Provided entries START

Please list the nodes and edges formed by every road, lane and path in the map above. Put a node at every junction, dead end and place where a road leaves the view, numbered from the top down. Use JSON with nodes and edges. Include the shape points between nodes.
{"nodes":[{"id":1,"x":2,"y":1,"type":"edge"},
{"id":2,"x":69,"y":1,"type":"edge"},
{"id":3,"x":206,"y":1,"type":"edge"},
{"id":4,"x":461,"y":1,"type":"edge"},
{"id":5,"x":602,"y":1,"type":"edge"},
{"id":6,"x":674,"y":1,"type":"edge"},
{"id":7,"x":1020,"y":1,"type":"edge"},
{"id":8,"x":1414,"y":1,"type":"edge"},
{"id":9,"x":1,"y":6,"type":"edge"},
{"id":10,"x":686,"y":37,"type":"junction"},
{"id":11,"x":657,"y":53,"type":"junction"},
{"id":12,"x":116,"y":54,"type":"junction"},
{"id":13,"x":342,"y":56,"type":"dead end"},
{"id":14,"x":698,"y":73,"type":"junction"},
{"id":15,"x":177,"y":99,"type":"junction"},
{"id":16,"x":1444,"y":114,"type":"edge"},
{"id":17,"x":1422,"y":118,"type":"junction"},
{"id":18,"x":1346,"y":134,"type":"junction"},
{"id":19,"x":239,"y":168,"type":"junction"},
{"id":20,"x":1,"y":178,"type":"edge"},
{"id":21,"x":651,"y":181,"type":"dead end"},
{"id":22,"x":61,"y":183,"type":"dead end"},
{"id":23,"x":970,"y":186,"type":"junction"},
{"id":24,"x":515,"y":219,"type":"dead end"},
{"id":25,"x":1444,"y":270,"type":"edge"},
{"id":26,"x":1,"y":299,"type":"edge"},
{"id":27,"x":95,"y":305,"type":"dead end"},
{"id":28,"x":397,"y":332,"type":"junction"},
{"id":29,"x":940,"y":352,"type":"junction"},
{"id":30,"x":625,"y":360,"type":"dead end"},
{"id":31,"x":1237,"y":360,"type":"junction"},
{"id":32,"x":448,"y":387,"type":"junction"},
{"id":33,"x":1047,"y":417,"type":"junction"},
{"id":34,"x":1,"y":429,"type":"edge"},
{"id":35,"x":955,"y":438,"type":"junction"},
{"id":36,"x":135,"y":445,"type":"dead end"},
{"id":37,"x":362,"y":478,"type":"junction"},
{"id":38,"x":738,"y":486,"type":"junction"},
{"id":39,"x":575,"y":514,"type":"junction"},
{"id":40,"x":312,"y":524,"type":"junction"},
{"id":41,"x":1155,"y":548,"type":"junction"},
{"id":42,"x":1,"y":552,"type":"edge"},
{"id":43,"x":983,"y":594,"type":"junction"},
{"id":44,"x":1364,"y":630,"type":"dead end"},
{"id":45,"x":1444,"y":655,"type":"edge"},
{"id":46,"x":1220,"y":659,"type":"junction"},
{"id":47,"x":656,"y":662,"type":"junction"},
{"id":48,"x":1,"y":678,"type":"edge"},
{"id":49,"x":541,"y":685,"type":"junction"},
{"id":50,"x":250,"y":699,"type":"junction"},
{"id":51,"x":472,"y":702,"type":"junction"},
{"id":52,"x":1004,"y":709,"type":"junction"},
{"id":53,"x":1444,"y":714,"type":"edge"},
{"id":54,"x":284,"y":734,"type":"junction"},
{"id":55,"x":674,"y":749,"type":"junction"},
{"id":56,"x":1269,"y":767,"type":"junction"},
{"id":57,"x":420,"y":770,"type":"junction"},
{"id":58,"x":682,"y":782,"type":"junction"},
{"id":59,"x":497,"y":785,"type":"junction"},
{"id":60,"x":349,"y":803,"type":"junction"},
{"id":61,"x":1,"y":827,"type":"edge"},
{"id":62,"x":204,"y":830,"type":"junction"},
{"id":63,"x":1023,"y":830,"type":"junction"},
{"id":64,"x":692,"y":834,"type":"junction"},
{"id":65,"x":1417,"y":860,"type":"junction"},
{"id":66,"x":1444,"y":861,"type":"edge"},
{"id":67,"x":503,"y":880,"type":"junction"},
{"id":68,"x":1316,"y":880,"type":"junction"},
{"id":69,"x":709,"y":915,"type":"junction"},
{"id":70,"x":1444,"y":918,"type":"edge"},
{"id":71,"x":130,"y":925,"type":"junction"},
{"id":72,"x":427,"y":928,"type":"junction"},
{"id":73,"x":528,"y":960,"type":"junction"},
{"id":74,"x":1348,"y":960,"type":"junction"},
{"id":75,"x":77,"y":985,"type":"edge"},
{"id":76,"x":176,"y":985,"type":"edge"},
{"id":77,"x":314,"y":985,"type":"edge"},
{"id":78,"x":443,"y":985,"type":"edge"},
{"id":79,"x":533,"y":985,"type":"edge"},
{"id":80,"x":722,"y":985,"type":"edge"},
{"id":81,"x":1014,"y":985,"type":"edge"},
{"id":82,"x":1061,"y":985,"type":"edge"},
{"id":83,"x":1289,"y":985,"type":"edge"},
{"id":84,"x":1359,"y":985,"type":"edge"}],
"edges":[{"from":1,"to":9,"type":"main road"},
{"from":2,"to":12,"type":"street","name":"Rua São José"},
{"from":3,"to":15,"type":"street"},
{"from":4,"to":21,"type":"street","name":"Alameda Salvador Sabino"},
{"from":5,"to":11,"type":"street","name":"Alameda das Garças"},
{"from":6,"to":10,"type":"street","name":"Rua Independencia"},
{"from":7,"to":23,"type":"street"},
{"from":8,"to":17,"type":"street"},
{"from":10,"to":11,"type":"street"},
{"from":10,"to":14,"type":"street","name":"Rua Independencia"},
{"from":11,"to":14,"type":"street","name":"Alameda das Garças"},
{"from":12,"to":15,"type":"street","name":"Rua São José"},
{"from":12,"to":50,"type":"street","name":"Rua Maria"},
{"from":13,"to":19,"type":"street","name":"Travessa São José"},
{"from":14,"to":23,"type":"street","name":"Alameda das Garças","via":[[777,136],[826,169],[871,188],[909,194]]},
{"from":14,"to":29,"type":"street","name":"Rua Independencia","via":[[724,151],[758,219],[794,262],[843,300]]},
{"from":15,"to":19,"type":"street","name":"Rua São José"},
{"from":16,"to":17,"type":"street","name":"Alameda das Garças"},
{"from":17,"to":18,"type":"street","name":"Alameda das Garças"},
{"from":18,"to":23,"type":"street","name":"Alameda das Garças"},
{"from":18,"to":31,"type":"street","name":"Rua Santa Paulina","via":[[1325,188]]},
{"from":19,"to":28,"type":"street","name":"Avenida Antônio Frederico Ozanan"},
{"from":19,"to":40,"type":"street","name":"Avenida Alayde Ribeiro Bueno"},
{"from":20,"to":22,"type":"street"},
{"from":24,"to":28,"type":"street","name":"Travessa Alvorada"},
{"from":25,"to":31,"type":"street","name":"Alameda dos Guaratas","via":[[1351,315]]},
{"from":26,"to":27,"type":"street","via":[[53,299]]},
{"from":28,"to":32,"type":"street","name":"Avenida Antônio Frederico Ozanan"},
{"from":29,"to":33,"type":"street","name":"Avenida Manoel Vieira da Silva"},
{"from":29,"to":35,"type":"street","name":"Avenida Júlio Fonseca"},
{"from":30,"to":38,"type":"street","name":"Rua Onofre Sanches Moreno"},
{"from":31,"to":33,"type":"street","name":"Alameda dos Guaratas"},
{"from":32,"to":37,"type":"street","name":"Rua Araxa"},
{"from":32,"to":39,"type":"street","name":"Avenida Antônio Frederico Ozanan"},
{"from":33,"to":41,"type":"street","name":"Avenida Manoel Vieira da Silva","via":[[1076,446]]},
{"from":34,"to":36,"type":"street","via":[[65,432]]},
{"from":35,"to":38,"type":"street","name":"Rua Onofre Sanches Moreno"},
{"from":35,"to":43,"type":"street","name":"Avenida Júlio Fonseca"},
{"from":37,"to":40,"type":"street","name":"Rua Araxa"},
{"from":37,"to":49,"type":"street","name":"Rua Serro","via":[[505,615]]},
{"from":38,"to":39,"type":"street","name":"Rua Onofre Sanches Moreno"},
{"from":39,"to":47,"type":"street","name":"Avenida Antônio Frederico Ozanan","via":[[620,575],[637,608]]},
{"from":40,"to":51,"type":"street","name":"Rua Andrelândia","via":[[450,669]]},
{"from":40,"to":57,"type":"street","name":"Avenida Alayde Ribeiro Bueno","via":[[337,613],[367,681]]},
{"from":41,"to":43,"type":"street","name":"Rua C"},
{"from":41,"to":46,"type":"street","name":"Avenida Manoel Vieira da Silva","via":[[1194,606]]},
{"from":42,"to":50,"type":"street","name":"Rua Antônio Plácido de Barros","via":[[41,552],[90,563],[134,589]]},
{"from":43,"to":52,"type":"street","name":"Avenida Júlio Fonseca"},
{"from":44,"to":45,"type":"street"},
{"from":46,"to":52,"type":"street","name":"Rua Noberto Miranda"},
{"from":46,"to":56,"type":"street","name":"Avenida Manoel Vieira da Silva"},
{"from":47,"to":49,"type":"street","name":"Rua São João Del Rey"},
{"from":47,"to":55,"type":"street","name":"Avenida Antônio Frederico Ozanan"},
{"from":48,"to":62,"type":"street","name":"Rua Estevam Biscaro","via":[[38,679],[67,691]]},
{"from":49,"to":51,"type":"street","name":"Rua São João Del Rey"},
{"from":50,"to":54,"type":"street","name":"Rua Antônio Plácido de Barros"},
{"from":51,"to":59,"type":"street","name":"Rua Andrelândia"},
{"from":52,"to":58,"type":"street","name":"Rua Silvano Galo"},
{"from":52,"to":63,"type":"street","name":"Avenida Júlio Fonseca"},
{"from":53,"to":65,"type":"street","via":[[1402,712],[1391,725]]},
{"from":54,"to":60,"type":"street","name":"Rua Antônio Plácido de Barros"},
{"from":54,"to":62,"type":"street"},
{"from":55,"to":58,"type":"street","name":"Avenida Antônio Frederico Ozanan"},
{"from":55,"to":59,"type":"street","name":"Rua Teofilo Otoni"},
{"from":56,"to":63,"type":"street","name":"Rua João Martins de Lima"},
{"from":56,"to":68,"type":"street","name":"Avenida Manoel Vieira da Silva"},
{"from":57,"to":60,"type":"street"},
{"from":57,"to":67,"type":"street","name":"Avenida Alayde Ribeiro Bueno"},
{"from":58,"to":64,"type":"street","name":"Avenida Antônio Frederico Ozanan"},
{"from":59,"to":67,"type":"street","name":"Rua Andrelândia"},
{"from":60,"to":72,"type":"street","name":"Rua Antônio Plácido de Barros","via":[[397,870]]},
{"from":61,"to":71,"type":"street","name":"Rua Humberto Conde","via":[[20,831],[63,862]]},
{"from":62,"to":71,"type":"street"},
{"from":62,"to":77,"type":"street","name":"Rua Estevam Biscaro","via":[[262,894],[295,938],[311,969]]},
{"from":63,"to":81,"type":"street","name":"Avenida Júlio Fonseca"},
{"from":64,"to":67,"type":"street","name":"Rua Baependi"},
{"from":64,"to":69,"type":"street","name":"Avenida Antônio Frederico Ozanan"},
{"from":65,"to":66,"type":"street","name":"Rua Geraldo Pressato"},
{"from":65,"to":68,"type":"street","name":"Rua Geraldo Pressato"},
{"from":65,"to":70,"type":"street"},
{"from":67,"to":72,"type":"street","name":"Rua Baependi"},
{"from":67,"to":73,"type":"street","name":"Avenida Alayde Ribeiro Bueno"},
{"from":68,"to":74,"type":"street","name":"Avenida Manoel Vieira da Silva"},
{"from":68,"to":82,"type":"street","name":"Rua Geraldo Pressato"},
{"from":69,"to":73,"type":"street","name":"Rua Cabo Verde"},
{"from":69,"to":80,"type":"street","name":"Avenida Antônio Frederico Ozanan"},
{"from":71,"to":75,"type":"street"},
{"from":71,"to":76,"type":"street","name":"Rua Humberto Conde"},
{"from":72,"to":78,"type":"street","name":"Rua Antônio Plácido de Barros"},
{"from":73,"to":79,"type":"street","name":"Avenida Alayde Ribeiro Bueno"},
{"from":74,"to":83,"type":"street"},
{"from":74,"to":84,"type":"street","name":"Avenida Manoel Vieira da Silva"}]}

Provided entries END

Activity: Among the lines above, show every one that contains the string "Alayde".

Answer to the exercise:
{"from":19,"to":40,"type":"street","name":"Avenida Alayde Ribeiro Bueno"},
{"from":40,"to":57,"type":"street","name":"Avenida Alayde Ribeiro Bueno","via":[[337,613],[367,681]]},
{"from":57,"to":67,"type":"street","name":"Avenida Alayde Ribeiro Bueno"},
{"from":67,"to":73,"type":"street","name":"Avenida Alayde Ribeiro Bueno"},
{"from":73,"to":79,"type":"street","name":"Avenida Alayde Ribeiro Bueno"},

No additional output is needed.